Spotify in Pakistan – What We Have Been Missing Out On?
Spotify has finally made its official breakthrough in Pakistan and now rests as the dominating music streaming app in the market of music. With only a handful of local competitors such as Patari, Spotify’s 50% market share worldwide is now collaborating with our small, yet thriving music industry.
The country’s large audience of Millennials and Gen Z were feeling left out with only YouTube and Soundcloud available at their service for consumption of music and podcasts. Looks like that’s not the case anymore as the new digital age has removed almost every trace of storage devices in physical forms. We have microsized our collection of music from CDs and cassettes to an unlimited cache of tracks on streaming apps, and platforms like Spotify are now an essential part of the new digital lifestyle.
There are only two types of people- those who don’t listen to music that often, and then there are those fanatics who have curated several playlists over time that serve as a soundtrack to their life. The movies from the 70s to the 90s always had one character who would spend hours working on a mixtape to woo their love interest instead of talking about it because music is a whole other love language. The portable Walkman by Sony was a gamechanger as listening to music became a more individualistic and personal experience but it was an even bigger obstacle to find ways to legally download music and then burn CDs and share them with friends.
Since the MP3 players the music listening experience has only gotten better and now with Spotify you can share your own designed list of songs instead of having to share a link from YouTube. For Pakistani users, you can form your playlist on Spotify from its smartly curated database of songs especially for Pakistani listeners including classics like Nusrat Fateh Ali Khan to Atif Aslam- who is, no surprise, the most-streamed Pakistani artist on the app.

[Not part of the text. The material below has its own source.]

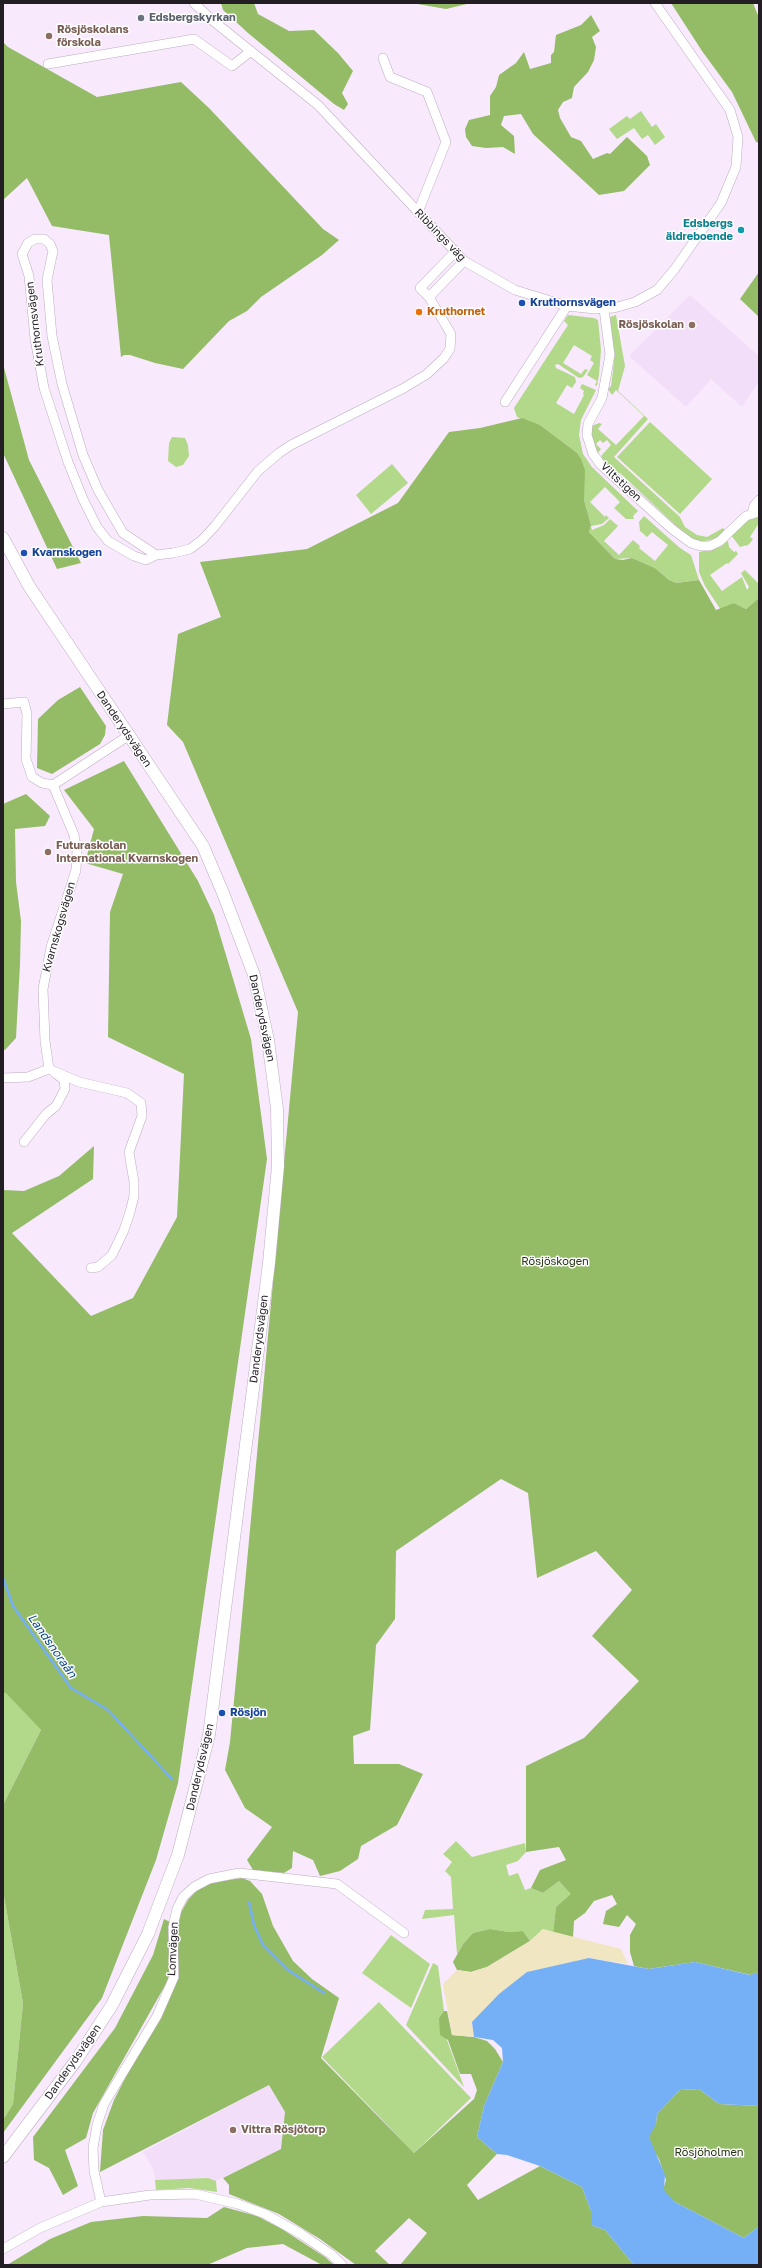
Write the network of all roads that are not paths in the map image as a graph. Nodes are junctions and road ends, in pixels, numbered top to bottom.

Although, YouTube is still a crowd favourite in Pakistan; Spotify provides the best music listening experience as it offers better quality and diverse song recommendations, unlike YouTube that keeps taking users down the same rabbit hole. Although, Spotify’s option of “Radio” provides choices of similar music from a music library of over 70 million tracks of local and international music and also offers podcasts – those features aren’t yet available in Pakistan.

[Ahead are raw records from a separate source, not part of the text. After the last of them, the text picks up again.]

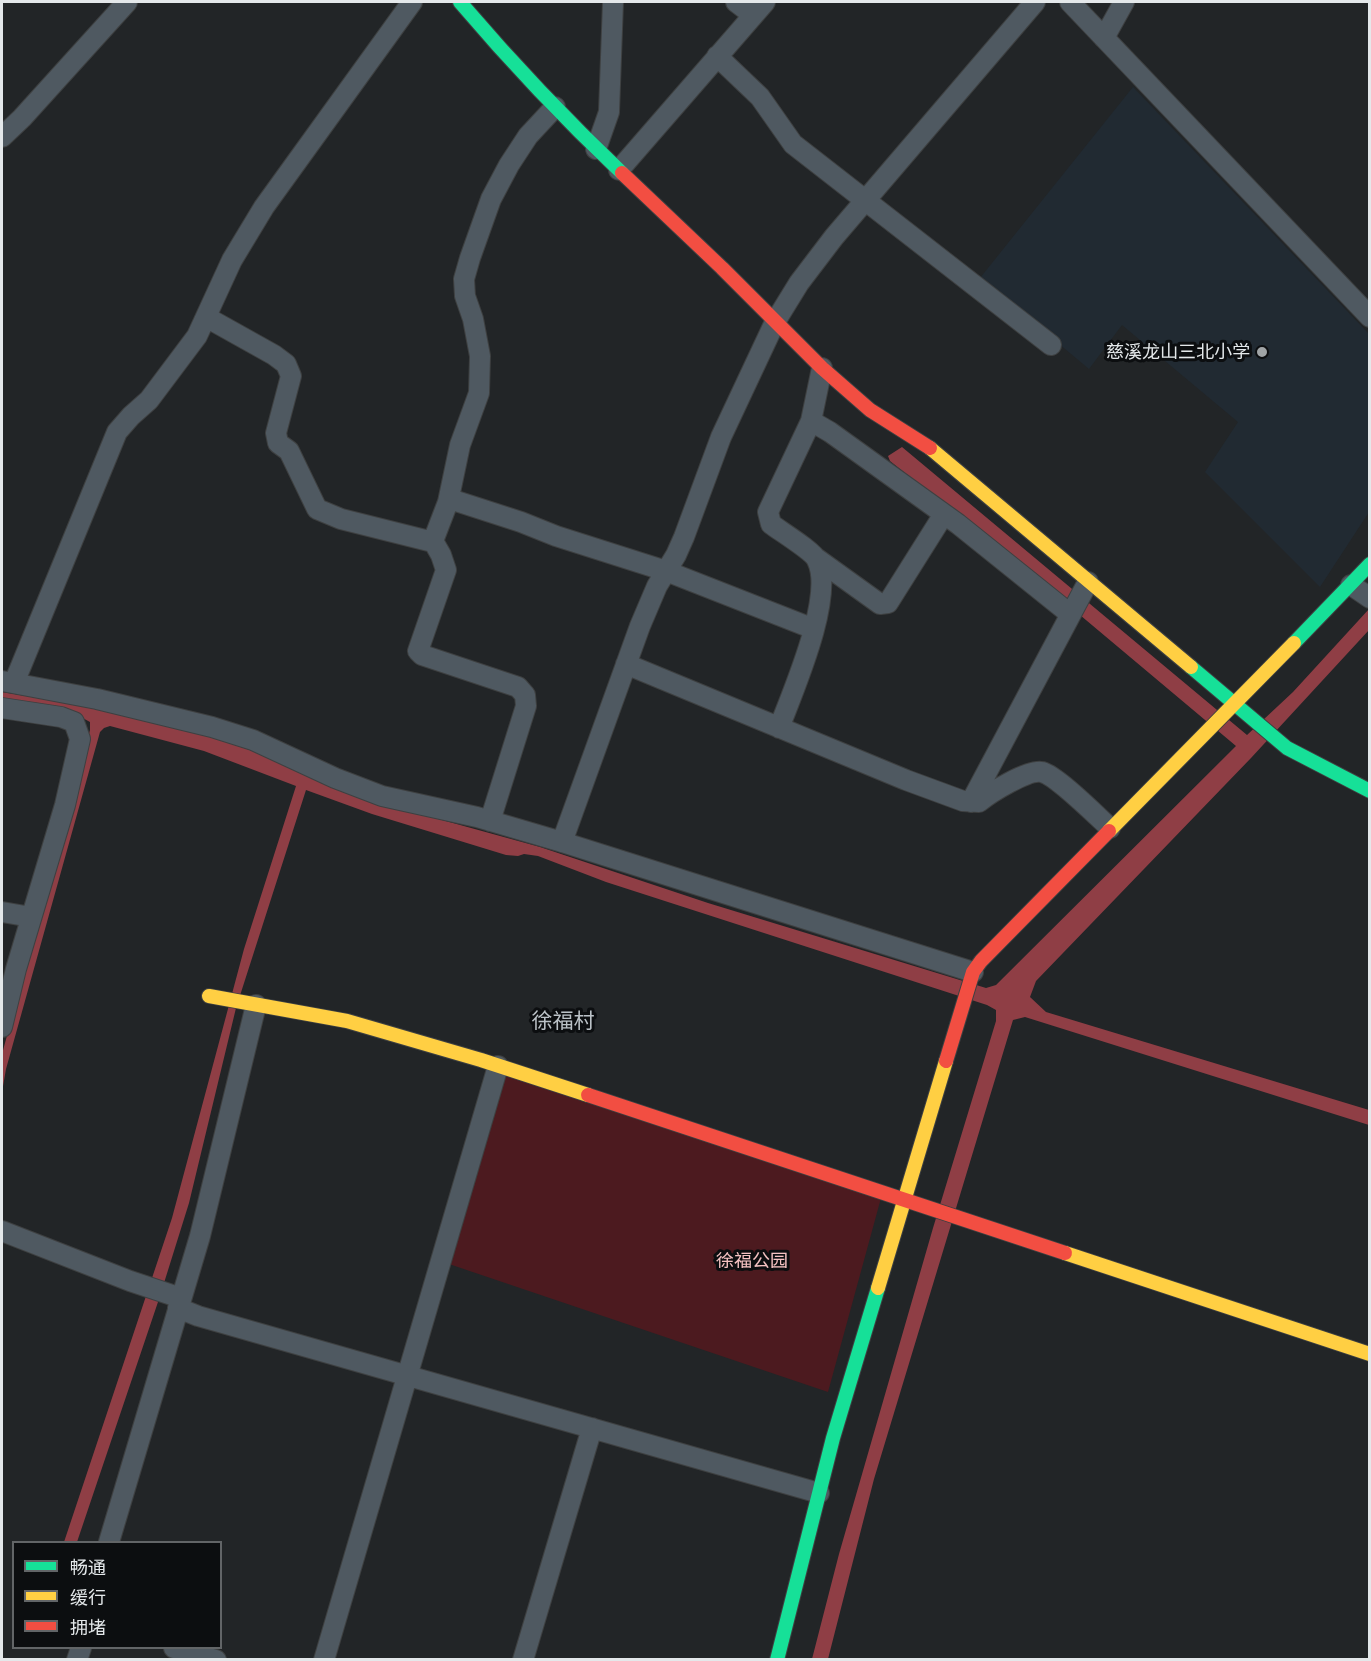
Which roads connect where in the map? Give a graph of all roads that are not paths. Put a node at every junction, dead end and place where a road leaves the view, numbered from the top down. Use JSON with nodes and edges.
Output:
{"nodes":[{"id":1,"x":127,"y":2,"type":"edge"},
{"id":2,"x":412,"y":2,"type":"edge"},
{"id":3,"x":460,"y":2,"type":"edge"},
{"id":4,"x":613,"y":2,"type":"edge"},
{"id":5,"x":736,"y":2,"type":"edge"},
{"id":6,"x":1035,"y":2,"type":"edge"},
{"id":7,"x":1070,"y":2,"type":"edge"},
{"id":8,"x":1124,"y":2,"type":"edge"},
{"id":9,"x":759,"y":8,"type":"edge"},
{"id":10,"x":1104,"y":38,"type":"junction"},
{"id":11,"x":717,"y":56,"type":"junction"},
{"id":12,"x":555,"y":107,"type":"junction"},
{"id":13,"x":2,"y":137,"type":"edge"},
{"id":14,"x":596,"y":149,"type":"junction"},
{"id":15,"x":619,"y":170,"type":"junction"},
{"id":16,"x":866,"y":200,"type":"junction"},
{"id":17,"x":1370,"y":316,"type":"edge"},
{"id":18,"x":206,"y":317,"type":"junction"},
{"id":19,"x":775,"y":322,"type":"junction"},
{"id":20,"x":1051,"y":345,"type":"dead end"},
{"id":21,"x":822,"y":368,"type":"junction"},
{"id":22,"x":811,"y":421,"type":"junction"},
{"id":23,"x":448,"y":502,"type":"junction"},
{"id":24,"x":944,"y":514,"type":"junction"},
{"id":25,"x":434,"y":541,"type":"junction"},
{"id":26,"x":816,"y":558,"type":"junction"},
{"id":27,"x":1370,"y":564,"type":"edge"},
{"id":28,"x":666,"y":571,"type":"junction"},
{"id":29,"x":1088,"y":582,"type":"junction"},
{"id":30,"x":1351,"y":585,"type":"junction"},
{"id":31,"x":1370,"y":598,"type":"edge"},
{"id":32,"x":1070,"y":614,"type":"junction"},
{"id":33,"x":814,"y":629,"type":"junction"},
{"id":34,"x":626,"y":664,"type":"junction"},
{"id":35,"x":8,"y":682,"type":"edge"},
{"id":36,"x":1232,"y":704,"type":"junction"},
{"id":37,"x":2,"y":708,"type":"edge"},
{"id":38,"x":779,"y":728,"type":"junction"},
{"id":39,"x":1370,"y":791,"type":"edge"},
{"id":40,"x":971,"y":802,"type":"junction"},
{"id":41,"x":490,"y":821,"type":"junction"},
{"id":42,"x":1110,"y":828,"type":"junction"},
{"id":43,"x":562,"y":842,"type":"junction"},
{"id":44,"x":2,"y":912,"type":"edge"},
{"id":45,"x":31,"y":917,"type":"junction"},
{"id":46,"x":973,"y":972,"type":"junction"},
{"id":47,"x":209,"y":996,"type":"dead end"},
{"id":48,"x":256,"y":1005,"type":"junction"},
{"id":49,"x":2,"y":1027,"type":"edge"},
{"id":50,"x":498,"y":1066,"type":"junction"},
{"id":51,"x":904,"y":1201,"type":"junction"},
{"id":52,"x":2,"y":1231,"type":"edge"},
{"id":53,"x":180,"y":1303,"type":"junction"},
{"id":54,"x":1370,"y":1354,"type":"edge"},
{"id":55,"x":407,"y":1376,"type":"junction"},
{"id":56,"x":592,"y":1428,"type":"junction"},
{"id":57,"x":819,"y":1493,"type":"junction"},
{"id":58,"x":109,"y":1541,"type":"edge"},
{"id":59,"x":181,"y":1649,"type":"edge"},
{"id":60,"x":216,"y":1659,"type":"edge"},
{"id":61,"x":324,"y":1659,"type":"edge"},
{"id":62,"x":523,"y":1659,"type":"edge"},
{"id":63,"x":777,"y":1659,"type":"edge"}],
"edges":[{"from":1,"to":13,"type":"street"},
{"from":2,"to":18,"type":"street"},
{"from":3,"to":12,"type":"street"},
{"from":4,"to":14,"type":"street"},
{"from":5,"to":9,"type":"street"},
{"from":6,"to":16,"type":"street"},
{"from":7,"to":10,"type":"street"},
{"from":8,"to":10,"type":"street"},
{"from":9,"to":11,"type":"street"},
{"from":10,"to":17,"type":"street"},
{"from":11,"to":15,"type":"street"},
{"from":11,"to":16,"type":"street"},
{"from":12,"to":14,"type":"street"},
{"from":12,"to":23,"type":"street"},
{"from":14,"to":15,"type":"street"},
{"from":15,"to":19,"type":"street"},
{"from":16,"to":19,"type":"street"},
{"from":16,"to":20,"type":"street"},
{"from":18,"to":25,"type":"street"},
{"from":18,"to":35,"type":"street"},
{"from":19,"to":21,"type":"street"},
{"from":19,"to":28,"type":"street"},
{"from":21,"to":22,"type":"street"},
{"from":21,"to":29,"type":"street"},
{"from":22,"to":24,"type":"street"},
{"from":22,"to":26,"type":"street"},
{"from":23,"to":25,"type":"street"},
{"from":23,"to":28,"type":"street"},
{"from":24,"to":26,"type":"street"},
{"from":24,"to":32,"type":"street"},
{"from":25,"to":41,"type":"street"},
{"from":26,"to":33,"type":"street"},
{"from":27,"to":30,"type":"street"},
{"from":28,"to":33,"type":"street"},
{"from":28,"to":34,"type":"street"},
{"from":29,"to":32,"type":"street"},
{"from":29,"to":36,"type":"street"},
{"from":30,"to":31,"type":"street"},
{"from":30,"to":36,"type":"street"},
{"from":32,"to":40,"type":"street"},
{"from":33,"to":38,"type":"street"},
{"from":34,"to":38,"type":"street"},
{"from":34,"to":43,"type":"street"},
{"from":35,"to":41,"type":"street"},
{"from":36,"to":39,"type":"street"},
{"from":36,"to":42,"type":"street"},
{"from":37,"to":45,"type":"street"},
{"from":38,"to":40,"type":"street"},
{"from":40,"to":42,"type":"street"},
{"from":41,"to":43,"type":"street"},
{"from":42,"to":46,"type":"street"},
{"from":43,"to":46,"type":"street"},
{"from":44,"to":45,"type":"street"},
{"from":45,"to":49,"type":"street"},
{"from":46,"to":51,"type":"street"},
{"from":47,"to":48,"type":"street"},
{"from":48,"to":50,"type":"street"},
{"from":48,"to":53,"type":"street"},
{"from":50,"to":51,"type":"street"},
{"from":50,"to":55,"type":"street"},
{"from":51,"to":54,"type":"street"},
{"from":51,"to":57,"type":"street"},
{"from":52,"to":53,"type":"street"},
{"from":53,"to":55,"type":"street"},
{"from":53,"to":58,"type":"street"},
{"from":55,"to":56,"type":"street"},
{"from":55,"to":61,"type":"street"},
{"from":56,"to":57,"type":"street"},
{"from":56,"to":62,"type":"street"},
{"from":57,"to":63,"type":"street"},
{"from":59,"to":60,"type":"street"}]}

However, this launch isn’t Spotify’s natural debut in Pakistan. Most users had found a loophole for using the app through a tweak in VPN settings by changing the location to any country where Spotify was available. It allowed them to use the premium feature which provides ad-free streaming without force shuffle, and offline listening.
“It’s a good idea to get a vast catalogue of music for a subscription of only Rs. 300 per month as compared to the standard $9.99 in other countries,” said Bilal, a long-time Spotify user since the prelaunch era. However, he among many users continue to use the premium version for free through the VPN settings trick which raises the question of how Spotify will benefit from local subscriptions when such flaws exist along with websites that provide access to illegally downloading music.
Moreover, even though Rs. 300 isn’t a huge cost to pay but Pakistan has not yet caught up with the digital payment procedures. Hopefully, the partnership between Telenor and Zong 4G will enable users to pay for Spotify’s subscription plans through their mobile balance which is a huge benefit considering most of Pakistan’s youth does not have the facilities of online payment methods and credit cards.
As music sales continue to decline, online streaming of music has increased. Although it has affected revenue generation through the sale of music tracks, it has also made it easier to reach the audience on a larger scale. “Artists in our country are exploited because they’re unaware of how to distribute their music and earn from it. There is no mechanism here that would ensure that TV channels and radio stations would pay them royalties for their content,” said Azeem Hamid from Rearts.
For now, the app lets music distributors handle payments but it has announced to soon launch a direct upload feature for artists. “Apps like Spotify have handed the control to the artists to upload their music directly and earn through streaming. The new artists are aware of making social media marketing to promote their work,” he added.
Like most streaming devices, Spotify also offers artists to monetize their music but the payback is criticised to be little as it does not have a fixed rate.
“The revenue coming through these sources isn’t a lucrative amount but it does provide the motivation to keep creating and investing in more content for the audience,” said Haider, the bassist from the band Bayaan.
“We have seen a considerable jump in the listenership of our songs since the official launch in Pakistan and though it is too early to say what benefit this could bring to the music ecosystem of the country, in a couple of years it’ll be evident that it is an indication of the industry’s growth.”
Spotify has been a big player in connecting musicians and listeners on a global scale, making it easier for musicians to reach the audience and share their art but the new challenge is to find creative ways to keep them listening.
To monetize music and make a good earning from it, artists must distribute their music on every platform where listeners are available. It is not yet evident what the consequences of Spotify’s entry will mean for musicians in terms of revenue generation but for users, it is one of the best services available to explore an ever-increasing treasure of the world’s music library.